True, he’d always been in bands, but when it came to singing, the other musicians would say “take that microphone away from that boy!”.
But now Dave is in a folk duo with a woman who can “really sing”. So Dave thought it would be good to get some voice training.
So we were starting from scratch and here’s where we ended up….
The Quick Stats:
Before we jump in to the results, there’s something you need to know:
Measuring singing progress is really tough.
That’s probably why most singing courses just give you a vague promise of “satisfaction guaranteed” or “guaranteed results” like this.
I wanted my singing course, Master Your Voice to be different. That’s why I guarantee that every student who enrolls will add 5 notes to their range in 30 days.
But how do you measure something like that in singing?
In order to fix this problem, I created the vocal range finder app.

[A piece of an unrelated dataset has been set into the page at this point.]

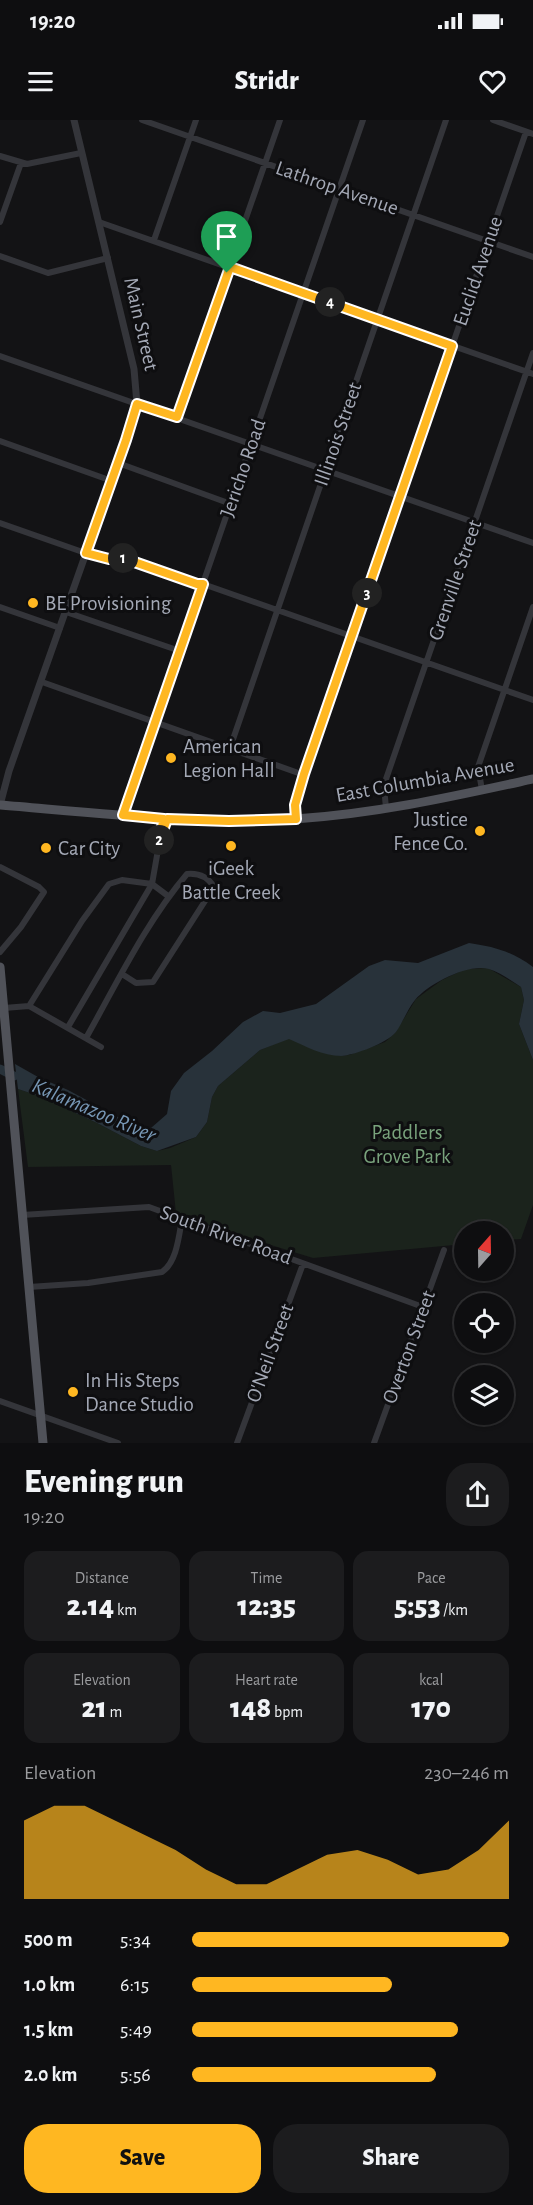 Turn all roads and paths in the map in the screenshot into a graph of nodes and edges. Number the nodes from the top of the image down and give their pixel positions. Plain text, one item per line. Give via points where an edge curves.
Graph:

That way, not only will you be able to see your vocal range, but you’ll also be able to measure your singing progress over time.
So before we met, I asked Dave to use the Range Finder app to measure his vocal range.
Here were his results:
According to the range finder, Dave could sing from an E2-E4 and he told me that he thought he was a bass.
That meant that he had two octaves of range and the same voice type as Johnny Cash or Barry White.
So where did we end up?
Well, within 5 minutes of meeting him, I could tell that Dave was not a Bass. Actually he’s a Tenor.
Now, I can’t tell you how common this is for beginning singers! Many vocalists think that because they can’t hit high notes means they’re a low voice type like a Bass or an Alto.
But if you never learn to sing high notes, you may always think you’re a lower voice type, even if it’s not true.
I had a sneaking suspicion that we could add a LOT of range to Dave’s voice.
So where did we end up?
Well, by the end of one hour, Dave could sing from an E2-B4 and he KNEW he was a Tenor.
That means that Dave expanded his vocal range by 7 notes!
Now, I’m going to tell you exactly how he did it.
How Dave Added 7 Notes To His Voice
This is all based on the same structure and exercises that you find in my complete singing course Master Your Voice.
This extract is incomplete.